Estimates of the extent of crowdout are sensitive to the methods used to control for possibly pre-existing trends in the provision of private health insurance coverage. At the high end of the spectrum of estimates, Cutler and Gruber (1996, 1997) estimate that for every two people covered by the Medicaid expansions, one person lost private health insurance. However, some of these people (such as household heads who decided they would no longer purchase health insurance once their children became eligible) were not themselves eligible for Medicaid so not all of the people crowded out ended up getting insurance at public expense. They calculate that in fact about 40 percent of those crowded out ended up on Medicaid. Other observers have posed the question somewhat differently, and come up with correspondingly different estimates. For example, Dubay and Kenney (1997) find that about 22 percent of the increase in Medicaid coverage came from people who used to be privately insured. Since not everyone who became eligible for Medicaid did so as a result of the expansions, this number is necessarily smaller than Cutler and Gruber's estimate. Finally, one might ask what share of the overall decline in private insurance coverage is a result of the Medicaid expansions. The answer to this question is about 15 percent which suggests that a great deal of research remains to be done on the causes of this decline.

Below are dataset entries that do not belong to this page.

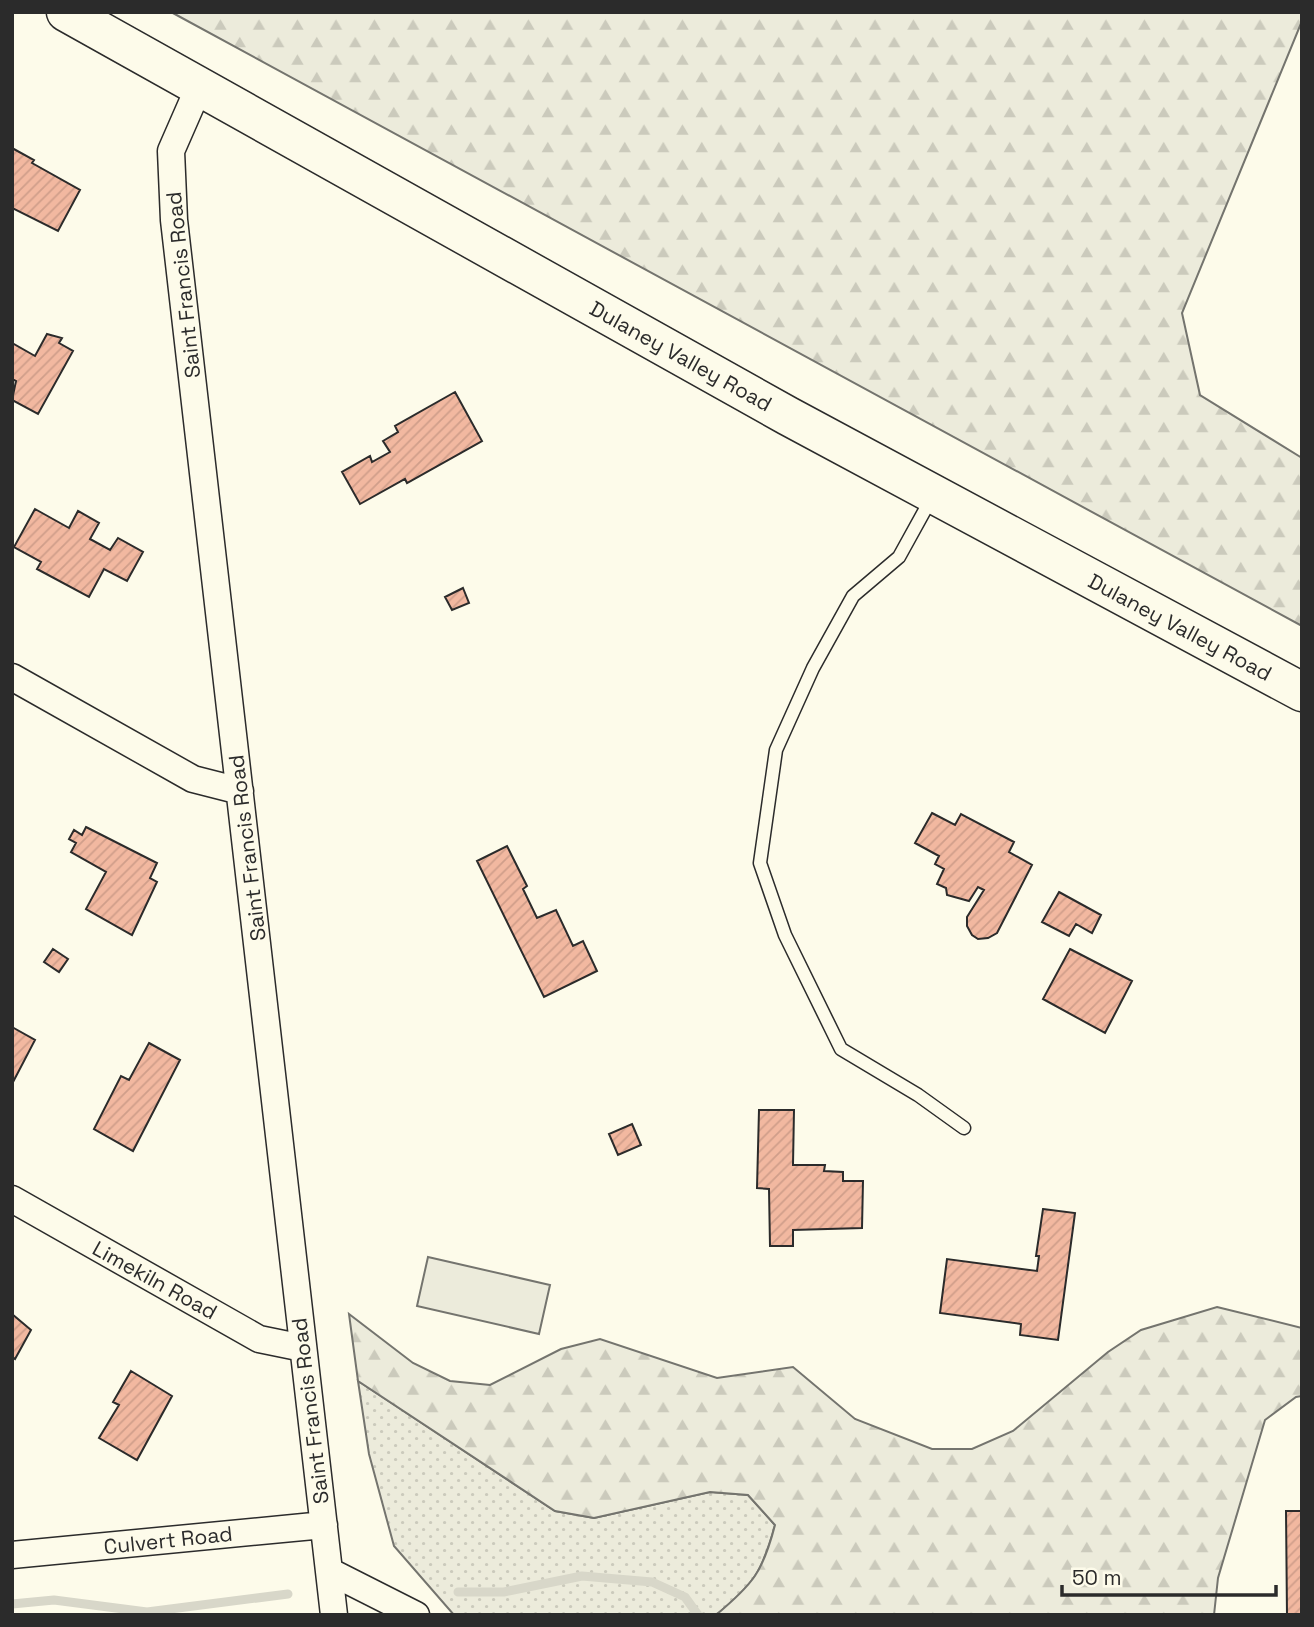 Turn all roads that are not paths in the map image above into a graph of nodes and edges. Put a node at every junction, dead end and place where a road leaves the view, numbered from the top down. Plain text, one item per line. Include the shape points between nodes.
1 (66, 12) edge
2 (199, 87) junction
3 (933, 496) junction
4 (12, 677) edge
5 (1302, 692) edge
6 (240, 791) junction
7 (964, 1128) dead end
8 (12, 1199) edge
9 (303, 1348) junction
10 (324, 1525) junction
11 (12, 1555) edge
12 (329, 1571) junction
13 (334, 1615) edge
14 (416, 1615) edge

1 - 2 main road, Dulaney Valley Road
2 - 3 main road, Dulaney Valley Road
2 - 6 street, Saint Francis Road via 171,151 174,220
3 - 5 main road, Dulaney Valley Road
3 - 7 lane via 900,556 853,596 813,668 776,750 761,863 785,935 841,1049
4 - 6 street via 193,779
6 - 9 street, Saint Francis Road
8 - 9 street, Limekiln Road via 259,1339
9 - 10 street, Saint Francis Road
10 - 11 street, Culvert Road
10 - 12 street, Saint Francis Road
12 - 13 street, Saint Francis Road
12 - 14 street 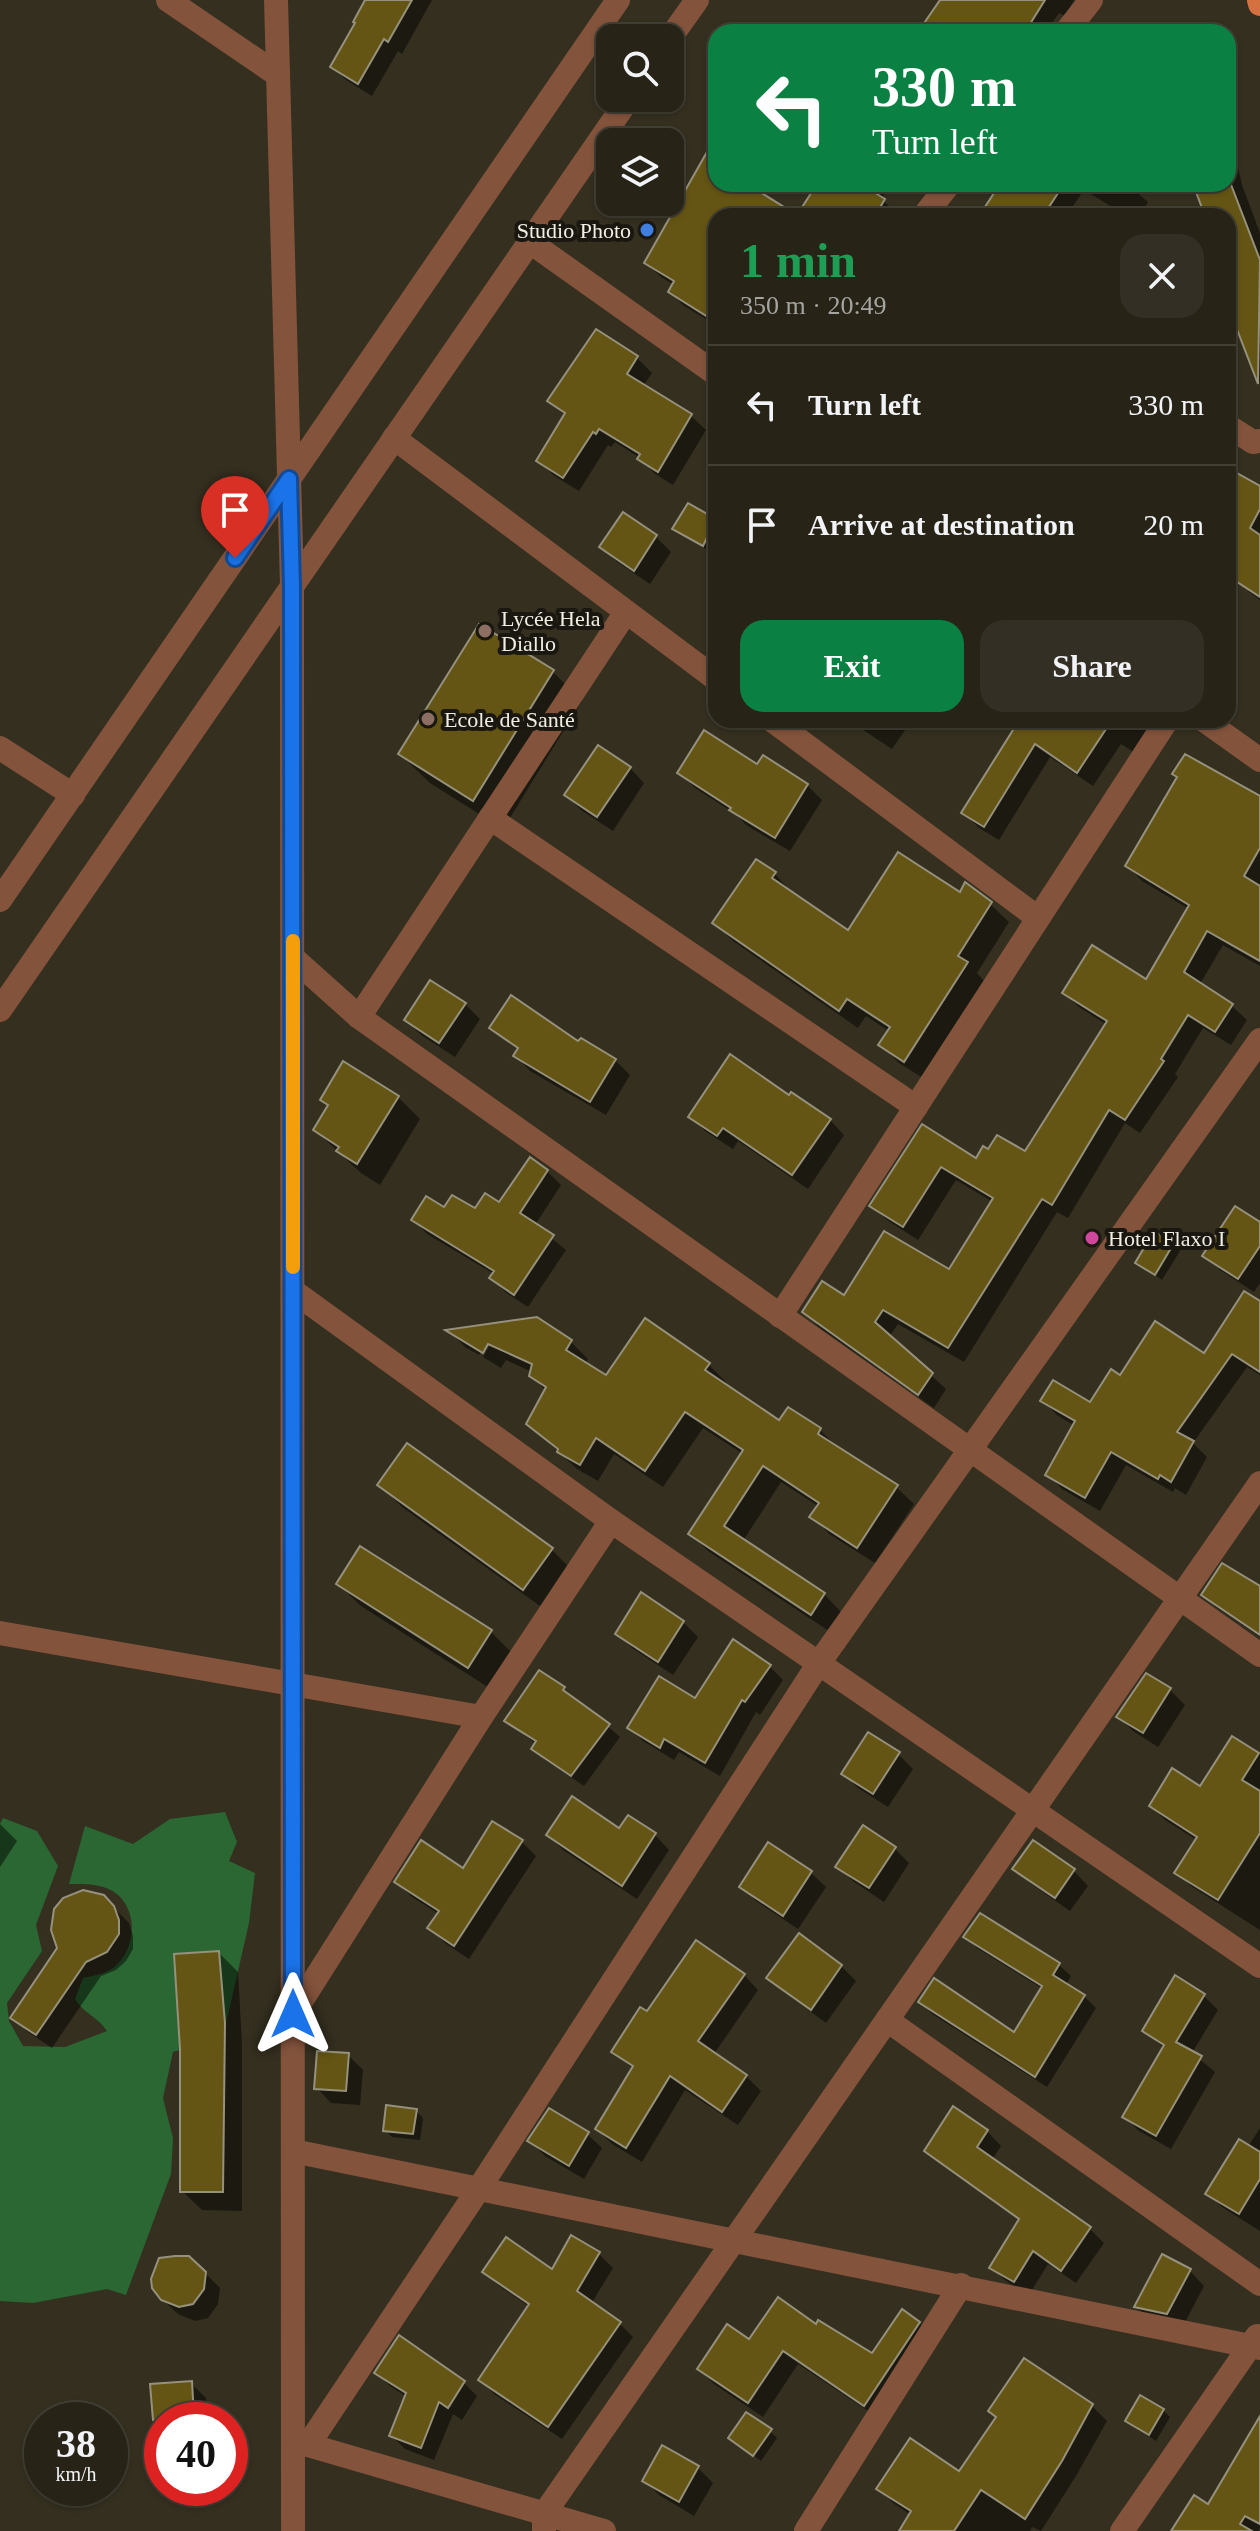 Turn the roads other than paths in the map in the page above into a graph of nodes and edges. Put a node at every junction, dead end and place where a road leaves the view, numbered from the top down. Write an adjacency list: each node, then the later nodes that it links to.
1 (168, 0): 8 (street)
2 (276, 0): 8 (street)
3 (618, 0): 17 (street)
4 (697, 0): 6 (street)
5 (1091, 0): 7 (street)
6 (680, 24)
7 (1072, 24)
8 (278, 75): 17 (street)
9 (619, 112): 12 (street)
10 (943, 192): 11 (street)
11 (930, 208)
12 (530, 242): 13 (street); 15 (street)
13 (708, 368)
14 (1236, 431): 16 (street)
15 (394, 438): 18 (street); 19 (street)
16 (1260, 441)
17 (289, 479): 18 (street); 26 (street)
18 (292, 585): 30 (street); 31 (street)
19 (626, 612): 20 (street); 27 (street)
20 (708, 673)
21 (783, 728): 29 (street)
22 (1162, 728): 29 (street)
23 (1215, 728): 25 (street)
24 (0, 748): 26 (street)
25 (1260, 760)
26 (73, 795): 28 (street)
27 (490, 818): 32 (street); 34 (street)
28 (0, 900)
29 (1038, 918): 34 (street)
30 (293, 958): 32 (street); 35 (street)
31 (0, 1010)
32 (359, 1017): 36 (street)
33 (1260, 1040): 37 (street)
34 (916, 1107): 36 (street)
35 (293, 1291): 39 (street); 44 (street)
36 (780, 1316): 37 (street)
37 (970, 1450): 40 (street); 43 (street)
38 (1260, 1483): 40 (street)
39 (611, 1521): 43 (street); 45 (street)
40 (1180, 1598): 42 (street); 46 (street)
41 (0, 1633): 44 (street)
42 (1260, 1655)
43 (819, 1663): 46 (street); 51 (street)
44 (293, 1682): 45 (street); 48 (street)
45 (481, 1717): 48 (street)
46 (1033, 1810): 47 (street); 49 (street)
47 (1260, 1966)
48 (293, 2014): 50 (street)
49 (887, 2020): 52 (street); 53 (street)
50 (293, 2151): 51 (street); 56 (street)
51 (478, 2190): 52 (street); 56 (street)
52 (733, 2242): 54 (street); 57 (street)
53 (1260, 2284)
54 (961, 2285): 55 (street); 60 (street)
55 (1257, 2342): 61 (street)
56 (300, 2442): 57 (street); 58 (street)
57 (544, 2522): 59 (street)
58 (293, 2531)
59 (604, 2531)
60 (806, 2531)
61 (1122, 2531)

One issue obscured by the focus on crowdout is the fact that Medicaid insurance coverage may be better than what is privately available to many families. For example, many private policies do not cover routine pediatric preventive care such as immunizations, and most have copayments and limits on what they will pay. Hence, the substitution of Medicaid for private insurance coverage may improve children's health care, and this improvement should be valued when the costs and benefits of the expansions are weighed. Also, from a societal point of view, it does not matter whether private or public insurers pay for health care, except in so far as taxation creates a dead-weight loss, and public insurance transfers resources to families with children. Still, policy makers reluctant to raise (or eager to cut) taxes remain deeply concerned about crowdout.